In clinical studies, the addition of HT to RT is not reported to significantly increase acute or late toxicities compared with RT alone. This was evident from the meta-analysis of randomized trials between HTRT vs. RT in locally advanced cancer cervix [Citation20]. In a similar meta-analysis in superficial localized breast cancer, Vernon et al. [Citation41] reported that the addition of HT was well tolerated and did not significantly add to the clinically relevant acute or long-term toxicity over RT alone. In another meta-analysis of 779 patients of recurrent breast cancers from 16 studies who were re-irradiated with an additional mean RT dose of 36.7 Gy along with HT, none of the studies reported any significant increase in toxicities even with reirradiation and local HT [Citation19]. Similar results also emerged from the use of HT with RT in pelvic tumors (bladder, rectum and cervix) [Citation37], prostate [Citation40] and from reviews of various clinical studies in other sites [Citation10,Citation12,Citation15,Citation27,Citation38]. These indicate that photon HTRT is a safe, effective and well tolerated treatment modality in a wide range of malignancies.

The positive interaction of HT with RT and/or CT and its immunomodulatory effect creates a strong biological rationale for the clinical application of photon HTRT [Citation9,Citation16–18]. The immunomodulatory effects of HT are known to be mediated through several mechanisms – tumor cell kill, molecular changes in the tumor cell surface, heat shock proteins, exosomes and direct effects on the immune cells, namely natural killer (NK) cells, CD8 + T cells, dendritic cells (DC), macrophages and others. A detailed description of the mechanism is beyond the scope of this manuscript but has been well described in the literature [Citation10,Citation16–18]. Thus HT, as a viable and valuable addendum to the existing therapeutic modalities in cancer, has come a long way since its use in early clinical trials in the 1970s. The parallel strides in technology have further enabled HT to be delivered with certainty and ensured safer, well tolerated and an effective therapeutic modality.

The analogy of photon HTRT to neutrons is based on the presumption that intratumoural temperatures of 39–45 °C are attained during the HT sessions.
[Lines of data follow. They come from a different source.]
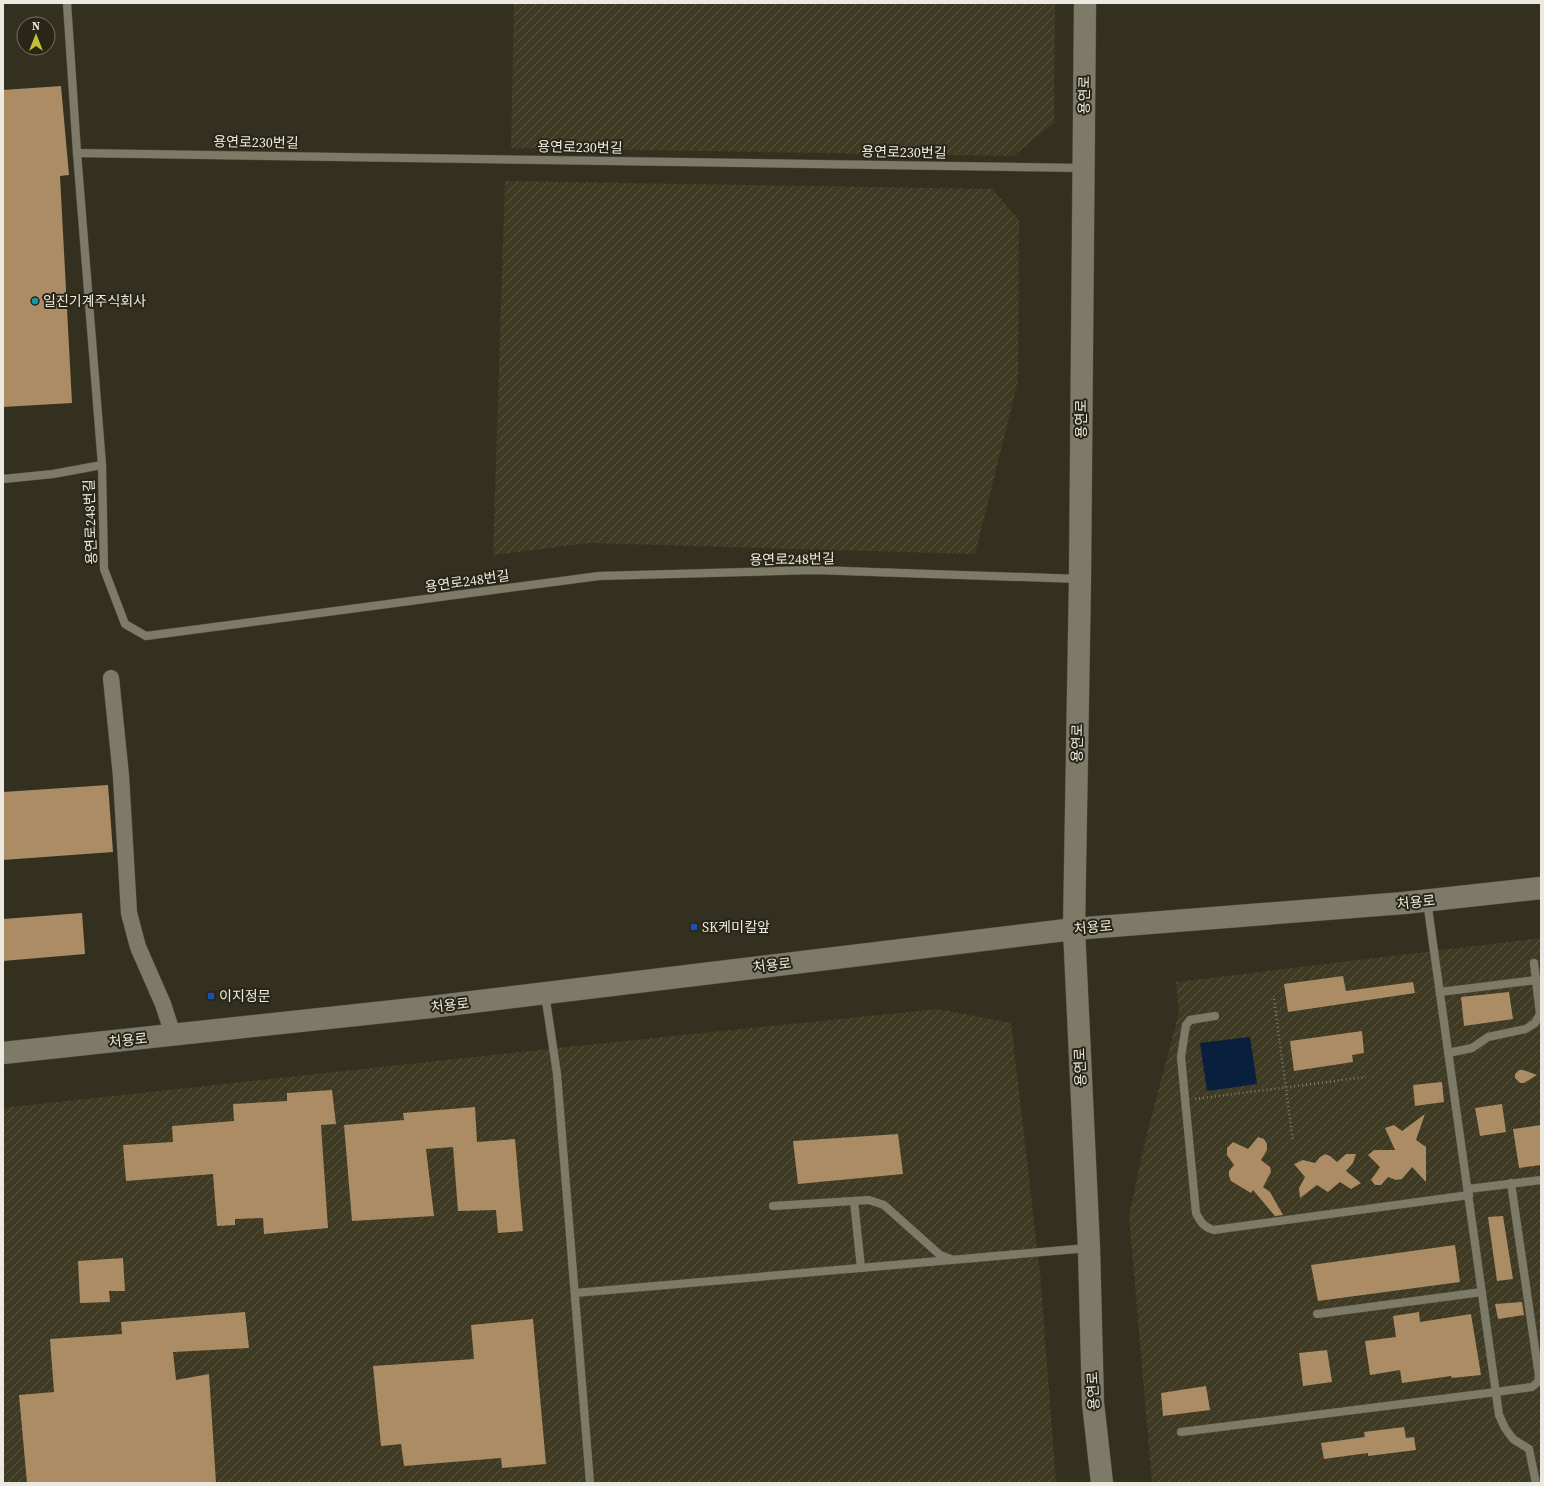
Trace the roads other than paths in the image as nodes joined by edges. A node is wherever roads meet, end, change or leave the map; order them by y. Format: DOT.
graph roads {
  1 [pos="67,3"];
  2 [pos="1085,3"];
  3 [pos="77,153"];
  4 [pos="1082,168"];
  5 [pos="102,465"];
  6 [pos="3,479"];
  7 [pos="1080,579"];
  8 [pos="111,678"];
  9 [pos="1541,888"];
  10 [pos="1427,901"];
  11 [pos="1074,928"];
  12 [pos="1534,962"];
  13 [pos="1536,980"];
  14 [pos="1440,992"];
  15 [pos="545,993"];
  16 [pos="1215,1016"];
  17 [pos="174,1035"];
  18 [pos="1448,1052"];
  19 [pos="3,1053"];
  20 [pos="1541,1180"];
  21 [pos="1511,1183"];
  22 [pos="1468,1192"];
  23 [pos="854,1201"];
  24 [pos="773,1206"];
  25 [pos="1089,1248"];
  26 [pos="954,1260"];
  27 [pos="861,1268"];
  28 [pos="1482,1292"];
  29 [pos="575,1293"];
  30 [pos="1317,1314"];
  31 [pos="1496,1392"];
  32 [pos="1181,1432"];
  33 [pos="590,1483"];
  34 [pos="1102,1483"];
  35 [pos="1536,1483"];
  1 -- 3 [label="lane"];
  2 -- 4 [label="street, 용연로"];
  3 -- 4 [label="lane, 용연로230번길"];
  3 -- 5 [label="lane"];
  4 -- 7 [label="street, 용연로"];
  5 -- 6 [label="lane, 용연로248번길"];
  5 -- 7 [label="lane, 용연로248번길"];
  7 -- 11 [label="street, 용연로"];
  8 -- 17 [label="street"];
  9 -- 10 [label="street, 처용로"];
  10 -- 11 [label="street, 처용로"];
  10 -- 14 [label="lane"];
  11 -- 15 [label="street, 처용로"];
  11 -- 25 [label="street, 용연로"];
  12 -- 13 [label="lane"];
  13 -- 14 [label="lane"];
  13 -- 18 [label="lane"];
  14 -- 18 [label="lane"];
  15 -- 17 [label="street, 처용로"];
  15 -- 29 [label="lane"];
  16 -- 22 [label="lane"];
  17 -- 19 [label="street, 처용로"];
  18 -- 22 [label="lane"];
  20 -- 21 [label="lane"];
  21 -- 22 [label="lane"];
  21 -- 31 [label="lane"];
  22 -- 28 [label="lane"];
  23 -- 24 [label="lane"];
  23 -- 26 [label="lane"];
  23 -- 27 [label="lane"];
  25 -- 26 [label="lane"];
  25 -- 34 [label="street, 용연로"];
  26 -- 27 [label="lane"];
  27 -- 29 [label="lane"];
  28 -- 30 [label="lane"];
  28 -- 31 [label="lane"];
  29 -- 33 [label="lane"];
  31 -- 32 [label="lane"];
  31 -- 35 [label="lane"];
}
However, if the desired tumor temperatures are not attained, the lack of selective thermal radiosensitization may lead to unsatisfactory outcomes [Citation44–46]. It is, therefore, imperative that effective heating with real time tumor temperature monitoring using appropriate single or multisensory temperature probes is carried out during HT sessions. Alternatively, a noninvasive volumetric assessment of temperature profiles within the tumor using proton resonance frequency shift MRI spectroscopy could be integrated as part of the HT procedure [Citation10,Citation42].

Conclusions

Thermoradiobiologically, HT imparts high LET properties to low LET proton or photon beams (). The addition of HT to photons creates a radiobiological advantage in tumors akin to fast beam neutrons while sparing the normal tissues. Such an approach has been shown to be effective in clinical trials where HT was combined with X-or γ irradiation [Citation10,Citation12,Citation19,Citation20]. As proton HTRT could mimic 12C ion therapy [Citation13], these two approaches reinforce the statement from Robinson et al. [Citation14], that HT combined with RT could be alternate to heavy particle therapy.

In view of the above physiological and thermoradiobiological implications, photon HTRT could have a wider application as X-or γ irradiation is the mainstay of RT treatment worldwide. Supplementing RT centers with superficial and deep HT facilities could improve the therapeutic outcomes and be highly cost-effective. In addition, HT is a potent chemosensitizer and has an immunomodulatory effect when combined with RT [Citation9–11,Citation16–18]. Collectively, the efficacy of HT as a multifaceted therapeutic modality justifies its integration into modern clinical oncological practice.

Acknowledgments

The authors acknowledge Dr. Susanne Rogers for reviewing the manuscript.

Disclosure statement

There are no actual or potential conflicts of interest to declare.

Additional information

Funding

This study has been supported by partial grants from the Research Council, Kantonsspital Aarau, Aargau, Switzerland (Forschungsrat KSA) and Krebsliga Aargau, Aargau, Switzerland.